Before taking any further steps on purchasing a leasehold property, carry out your own extensive research on the flat or house you are buying. Look to see how much the ground rent, annual service charges and insurances that will need to be paid when you move in.
A crucial part of your research into the property will be knowing how long is left on your lease. Of a property has less than seventy years left, you might struggle to sell the property in years to come or gain a house repayments on it now.
There is no doubt, those who are the leaseholder have more stress compared to those who are freeholders.
Our top tip: if purchasing a leasehold, choose one with a long lease.
If you are wanting to purchase a leasehold, make sure to select one that has around 90-120 years left on the lease. Around this number is considered a ‘good’ length. Although some leases are as long as 999 years!

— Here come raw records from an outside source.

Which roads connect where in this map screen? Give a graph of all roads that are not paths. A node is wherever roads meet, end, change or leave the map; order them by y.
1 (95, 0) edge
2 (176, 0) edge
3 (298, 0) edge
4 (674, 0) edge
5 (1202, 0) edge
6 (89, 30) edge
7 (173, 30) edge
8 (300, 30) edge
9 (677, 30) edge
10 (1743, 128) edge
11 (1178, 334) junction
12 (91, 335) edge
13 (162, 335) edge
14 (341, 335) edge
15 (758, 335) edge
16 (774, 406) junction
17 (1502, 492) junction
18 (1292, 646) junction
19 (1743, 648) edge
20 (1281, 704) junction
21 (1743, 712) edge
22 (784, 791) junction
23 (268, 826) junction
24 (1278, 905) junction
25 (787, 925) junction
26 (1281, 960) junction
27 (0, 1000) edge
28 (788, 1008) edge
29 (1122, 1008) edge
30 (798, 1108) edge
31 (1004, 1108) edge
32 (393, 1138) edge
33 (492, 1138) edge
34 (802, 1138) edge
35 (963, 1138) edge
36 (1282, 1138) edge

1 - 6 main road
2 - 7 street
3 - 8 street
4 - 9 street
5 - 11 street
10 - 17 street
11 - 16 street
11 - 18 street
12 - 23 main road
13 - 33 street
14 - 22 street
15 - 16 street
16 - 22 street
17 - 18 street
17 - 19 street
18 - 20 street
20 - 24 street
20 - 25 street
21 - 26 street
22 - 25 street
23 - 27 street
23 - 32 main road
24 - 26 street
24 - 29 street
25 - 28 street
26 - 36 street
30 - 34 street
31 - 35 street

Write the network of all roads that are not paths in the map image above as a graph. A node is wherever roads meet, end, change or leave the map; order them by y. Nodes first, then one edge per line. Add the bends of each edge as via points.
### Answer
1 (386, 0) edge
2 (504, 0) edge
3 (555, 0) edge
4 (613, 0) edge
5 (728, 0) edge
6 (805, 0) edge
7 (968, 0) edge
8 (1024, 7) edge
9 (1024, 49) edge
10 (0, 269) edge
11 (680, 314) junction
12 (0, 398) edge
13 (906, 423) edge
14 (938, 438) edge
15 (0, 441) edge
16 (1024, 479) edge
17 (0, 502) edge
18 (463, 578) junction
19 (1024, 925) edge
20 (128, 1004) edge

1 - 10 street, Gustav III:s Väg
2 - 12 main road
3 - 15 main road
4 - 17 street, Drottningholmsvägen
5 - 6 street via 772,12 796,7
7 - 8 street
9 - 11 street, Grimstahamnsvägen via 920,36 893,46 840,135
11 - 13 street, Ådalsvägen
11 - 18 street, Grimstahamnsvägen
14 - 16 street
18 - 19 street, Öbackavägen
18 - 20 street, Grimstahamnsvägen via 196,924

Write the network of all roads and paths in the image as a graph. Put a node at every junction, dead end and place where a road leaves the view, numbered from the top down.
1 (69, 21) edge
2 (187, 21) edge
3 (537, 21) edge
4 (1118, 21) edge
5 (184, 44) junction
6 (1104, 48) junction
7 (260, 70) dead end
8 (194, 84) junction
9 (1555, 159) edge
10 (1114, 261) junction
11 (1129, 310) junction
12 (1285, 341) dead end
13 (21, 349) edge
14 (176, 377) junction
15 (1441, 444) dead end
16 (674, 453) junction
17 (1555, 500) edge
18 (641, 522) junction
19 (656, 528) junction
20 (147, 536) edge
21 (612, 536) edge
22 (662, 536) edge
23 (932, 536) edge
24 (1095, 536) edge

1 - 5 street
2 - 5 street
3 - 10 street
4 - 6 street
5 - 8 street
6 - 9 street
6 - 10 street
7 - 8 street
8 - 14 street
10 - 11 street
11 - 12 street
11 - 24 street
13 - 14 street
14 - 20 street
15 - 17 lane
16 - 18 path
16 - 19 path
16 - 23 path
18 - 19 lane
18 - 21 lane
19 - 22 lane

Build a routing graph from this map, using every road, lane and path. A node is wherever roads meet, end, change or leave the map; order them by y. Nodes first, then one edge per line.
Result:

Advantages & disadvantages of buying a leasehold
There are general a few pro's and con's that come hand in hand with buying a leasehold property, in reading about leasehold you may think it seems only negative, however there are a few positives:
Leasehold property is usually cheaper than freehold
Sometimes you have less responsibility for repairs or maintenance
You will have to pay ground rent to the freeholder
You may have restrictions in what you can do to the property in the lease
The property may drop in value as the lease gets closer to expiring
If the lease drops below a certain length it can become harder to house repayments
Leasehold vs Freehold - The difference
A freehold property is the outright ownership of the property and the land it stands on, there's no time limit or period of ownership, you don't have to negotiate to extend a lease or be held to any particular contract on what you can and can't do to the property.
As described above you can see a few of the con's in regards to acquiring and owning a leasehold property, you essentially have to pay extra fees and don't own the ground that the property is on, meaning you always have to deal with the freeholder.
Given the choice, Freehold is obviously preferrable, however they usually come at more of a premium which is something to keep in mind.
Are all flats Leasehold?
In 9 out of 10 cases, yes, flats are leasehold. There are a few occasions where this isn't the case but they are very few and far between. Some leasehold flats can be sold with a share of the freehold which requires participation in a residents management company.
Do Leasehold properties lose value over time?
The more the lease on the property runs down without being re-negotiated then technically yes, the property value will drop. This can however be counteracted by market movements as if the market increases significantly in your local area this can still mean the property increases in value.
Negotiating a lease extension will also add value if your lease has dropped below a desirable amount of years, which is typically around 40.